What are the uses of bauxite mineral

bauxite describes an aluminum ore, which consists of various aluminum minerals, iron oxides, clay minerals and titanium oxide. Bauxite owes its name to the southern French town of Baux-de-Provence, where the stone was discovered and described for the first time by Pierre Berthier in 1821. It arises in the course of so-called Allitic weathering, when high temperatures and heavy rainfall at the same time, such as during the monsoons, decompose various rocks and dissolve minerals. This is particularly the case in the humid tropics, subtropics and in the climatic zones near the equator, where high humidity favors a low pH value, which is responsible for the intensity of hydrolysis. As a result, residual deposits of laterites, aluminum-rich limestones, silicates and calcretes are formed. The ion leaching within the rock layers caused by weathering has the consequence that stable minerals form on the earth's surface during the rainy periods. In times of extreme drought, such as those following the monsoon season in the tropics, the ions evaporate, leaving a layer of salt that is washed away in the subsequent rainy season. The underlying material now consists almost exclusively of aluminum and iron oxides in a high concentration caused by the leaching, as well as silica.

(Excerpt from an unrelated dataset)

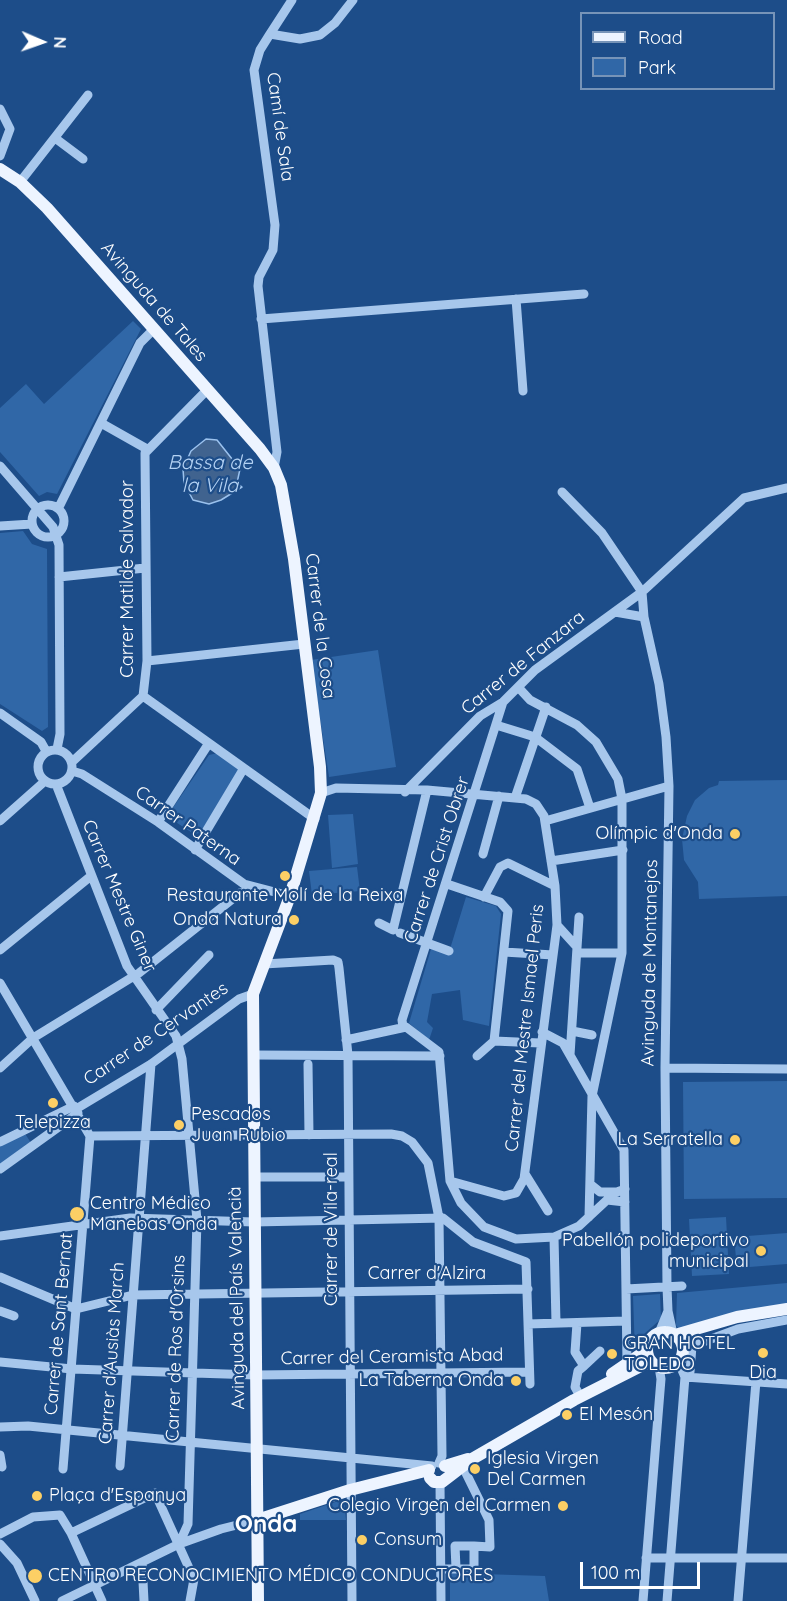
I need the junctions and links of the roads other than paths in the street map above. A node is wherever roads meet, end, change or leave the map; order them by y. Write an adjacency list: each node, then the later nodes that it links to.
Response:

As a laterite with a high aluminum content, bauxite can form on almost any rock with an aluminum content in the warm tropics, in which rainy and dry seasons alternate, and has different compositions depending on the intensity of the leaching and drainage. Depending on the type of residual deposit and the underlying rock layer, a distinction is made between two types of bauxites. In the tropical climate zones, rocks rich in aluminum produce laterite or silicate bauxites, which are of great economic importance due to their high proportion of iron and aluminum. Limestone bauxites, which are also mined in Europe, now make up a small proportion of the mined rock and can also be found in Europe.